■ ABOUT THIS EXERCISE:
All of the entries are to be restated word for word.
•••••
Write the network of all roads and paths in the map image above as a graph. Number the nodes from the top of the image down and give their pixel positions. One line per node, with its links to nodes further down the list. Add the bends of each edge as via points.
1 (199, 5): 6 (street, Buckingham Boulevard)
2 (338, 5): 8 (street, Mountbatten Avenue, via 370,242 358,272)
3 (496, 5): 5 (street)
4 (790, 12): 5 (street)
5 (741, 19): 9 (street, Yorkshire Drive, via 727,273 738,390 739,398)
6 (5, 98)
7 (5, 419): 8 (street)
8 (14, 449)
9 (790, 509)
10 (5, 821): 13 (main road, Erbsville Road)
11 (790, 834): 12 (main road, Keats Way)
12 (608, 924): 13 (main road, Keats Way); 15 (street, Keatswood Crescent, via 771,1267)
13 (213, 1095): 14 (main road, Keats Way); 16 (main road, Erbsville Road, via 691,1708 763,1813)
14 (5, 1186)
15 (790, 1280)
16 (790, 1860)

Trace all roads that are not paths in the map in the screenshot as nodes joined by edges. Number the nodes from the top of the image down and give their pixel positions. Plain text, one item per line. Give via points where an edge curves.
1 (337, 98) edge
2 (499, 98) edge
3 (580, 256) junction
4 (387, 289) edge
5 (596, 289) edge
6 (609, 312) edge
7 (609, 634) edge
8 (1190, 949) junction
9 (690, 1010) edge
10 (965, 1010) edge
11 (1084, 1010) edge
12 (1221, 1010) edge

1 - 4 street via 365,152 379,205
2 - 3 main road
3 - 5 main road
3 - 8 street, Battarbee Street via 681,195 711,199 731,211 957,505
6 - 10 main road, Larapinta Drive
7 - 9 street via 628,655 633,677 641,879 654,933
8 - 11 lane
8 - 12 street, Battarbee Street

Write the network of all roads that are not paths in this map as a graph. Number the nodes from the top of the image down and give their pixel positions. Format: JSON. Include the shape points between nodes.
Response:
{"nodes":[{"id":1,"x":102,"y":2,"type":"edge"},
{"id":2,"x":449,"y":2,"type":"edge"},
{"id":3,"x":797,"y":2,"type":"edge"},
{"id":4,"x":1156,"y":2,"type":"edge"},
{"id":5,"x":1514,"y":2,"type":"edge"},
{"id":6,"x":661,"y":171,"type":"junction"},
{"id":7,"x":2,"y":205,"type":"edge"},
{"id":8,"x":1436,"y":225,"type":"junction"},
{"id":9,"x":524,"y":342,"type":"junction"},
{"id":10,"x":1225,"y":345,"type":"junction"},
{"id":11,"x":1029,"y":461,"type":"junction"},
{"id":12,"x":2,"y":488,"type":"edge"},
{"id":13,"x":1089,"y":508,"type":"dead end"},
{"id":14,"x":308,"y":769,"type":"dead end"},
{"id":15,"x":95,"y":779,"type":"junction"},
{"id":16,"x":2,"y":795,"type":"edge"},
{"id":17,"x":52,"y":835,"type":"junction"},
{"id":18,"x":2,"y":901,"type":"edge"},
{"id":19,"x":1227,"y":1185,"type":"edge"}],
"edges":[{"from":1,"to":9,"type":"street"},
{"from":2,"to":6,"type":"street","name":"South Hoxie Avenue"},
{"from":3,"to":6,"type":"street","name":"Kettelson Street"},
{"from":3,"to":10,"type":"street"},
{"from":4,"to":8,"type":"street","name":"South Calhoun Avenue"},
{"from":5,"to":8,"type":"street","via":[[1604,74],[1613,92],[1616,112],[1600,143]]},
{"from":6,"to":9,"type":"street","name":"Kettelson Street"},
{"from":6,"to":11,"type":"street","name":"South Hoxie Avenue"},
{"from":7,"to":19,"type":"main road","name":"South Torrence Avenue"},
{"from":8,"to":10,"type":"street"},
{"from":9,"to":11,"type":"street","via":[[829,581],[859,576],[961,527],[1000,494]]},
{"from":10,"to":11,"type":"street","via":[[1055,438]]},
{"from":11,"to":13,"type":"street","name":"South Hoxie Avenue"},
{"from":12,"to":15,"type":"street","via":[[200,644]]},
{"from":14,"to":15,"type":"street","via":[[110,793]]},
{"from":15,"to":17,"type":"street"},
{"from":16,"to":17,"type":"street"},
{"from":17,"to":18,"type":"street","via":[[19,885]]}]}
•••••
■ ANSWER AREA:
Write the network of all roads and paths in the map image above as a graph. Number the nodes from the top of the image down and give their pixel positions. One line per node, with its links to nodes further down the list. Add the bends of each edge as via points.
1 (199, 5): 6 (street, Buckingham Boulevard)
2 (338, 5): 8 (street, Mountbatten Avenue, via 370,242 358,272)
3 (496, 5): 5 (street)
4 (790, 12): 5 (street)
5 (741, 19): 9 (street, Yorkshire Drive, via 727,273 738,390 739,398)
6 (5, 98)
7 (5, 419): 8 (street)
8 (14, 449)
9 (790, 509)
10 (5, 821): 13 (main road, Erbsville Road)
11 (790, 834): 12 (main road, Keats Way)
12 (608, 924): 13 (main road, Keats Way); 15 (street, Keatswood Crescent, via 771,1267)
13 (213, 1095): 14 (main road, Keats Way); 16 (main road, Erbsville Road, via 691,1708 763,1813)
14 (5, 1186)
15 (790, 1280)
16 (790, 1860)

Trace all roads that are not paths in the map in the screenshot as nodes joined by edges. Number the nodes from the top of the image down and give their pixel positions. Plain text, one item per line. Give via points where an edge curves.
1 (337, 98) edge
2 (499, 98) edge
3 (580, 256) junction
4 (387, 289) edge
5 (596, 289) edge
6 (609, 312) edge
7 (609, 634) edge
8 (1190, 949) junction
9 (690, 1010) edge
10 (965, 1010) edge
11 (1084, 1010) edge
12 (1221, 1010) edge

1 - 4 street via 365,152 379,205
2 - 3 main road
3 - 5 main road
3 - 8 street, Battarbee Street via 681,195 711,199 731,211 957,505
6 - 10 main road, Larapinta Drive
7 - 9 street via 628,655 633,677 641,879 654,933
8 - 11 lane
8 - 12 street, Battarbee Street

Write the network of all roads that are not paths in this map as a graph. Number the nodes from the top of the image down and give their pixel positions. Format: JSON. Include the shape points between nodes.
Response:
{"nodes":[{"id":1,"x":102,"y":2,"type":"edge"},
{"id":2,"x":449,"y":2,"type":"edge"},
{"id":3,"x":797,"y":2,"type":"edge"},
{"id":4,"x":1156,"y":2,"type":"edge"},
{"id":5,"x":1514,"y":2,"type":"edge"},
{"id":6,"x":661,"y":171,"type":"junction"},
{"id":7,"x":2,"y":205,"type":"edge"},
{"id":8,"x":1436,"y":225,"type":"junction"},
{"id":9,"x":524,"y":342,"type":"junction"},
{"id":10,"x":1225,"y":345,"type":"junction"},
{"id":11,"x":1029,"y":461,"type":"junction"},
{"id":12,"x":2,"y":488,"type":"edge"},
{"id":13,"x":1089,"y":508,"type":"dead end"},
{"id":14,"x":308,"y":769,"type":"dead end"},
{"id":15,"x":95,"y":779,"type":"junction"},
{"id":16,"x":2,"y":795,"type":"edge"},
{"id":17,"x":52,"y":835,"type":"junction"},
{"id":18,"x":2,"y":901,"type":"edge"},
{"id":19,"x":1227,"y":1185,"type":"edge"}],
"edges":[{"from":1,"to":9,"type":"street"},
{"from":2,"to":6,"type":"street","name":"South Hoxie Avenue"},
{"from":3,"to":6,"type":"street","name":"Kettelson Street"},
{"from":3,"to":10,"type":"street"},
{"from":4,"to":8,"type":"street","name":"South Calhoun Avenue"},
{"from":5,"to":8,"type":"street","via":[[1604,74],[1613,92],[1616,112],[1600,143]]},
{"from":6,"to":9,"type":"street","name":"Kettelson Street"},
{"from":6,"to":11,"type":"street","name":"South Hoxie Avenue"},
{"from":7,"to":19,"type":"main road","name":"South Torrence Avenue"},
{"from":8,"to":10,"type":"street"},
{"from":9,"to":11,"type":"street","via":[[829,581],[859,576],[961,527],[1000,494]]},
{"from":10,"to":11,"type":"street","via":[[1055,438]]},
{"from":11,"to":13,"type":"street","name":"South Hoxie Avenue"},
{"from":12,"to":15,"type":"street","via":[[200,644]]},
{"from":14,"to":15,"type":"street","via":[[110,793]]},
{"from":15,"to":17,"type":"street"},
{"from":16,"to":17,"type":"street"},
{"from":17,"to":18,"type":"street","via":[[19,885]]}]}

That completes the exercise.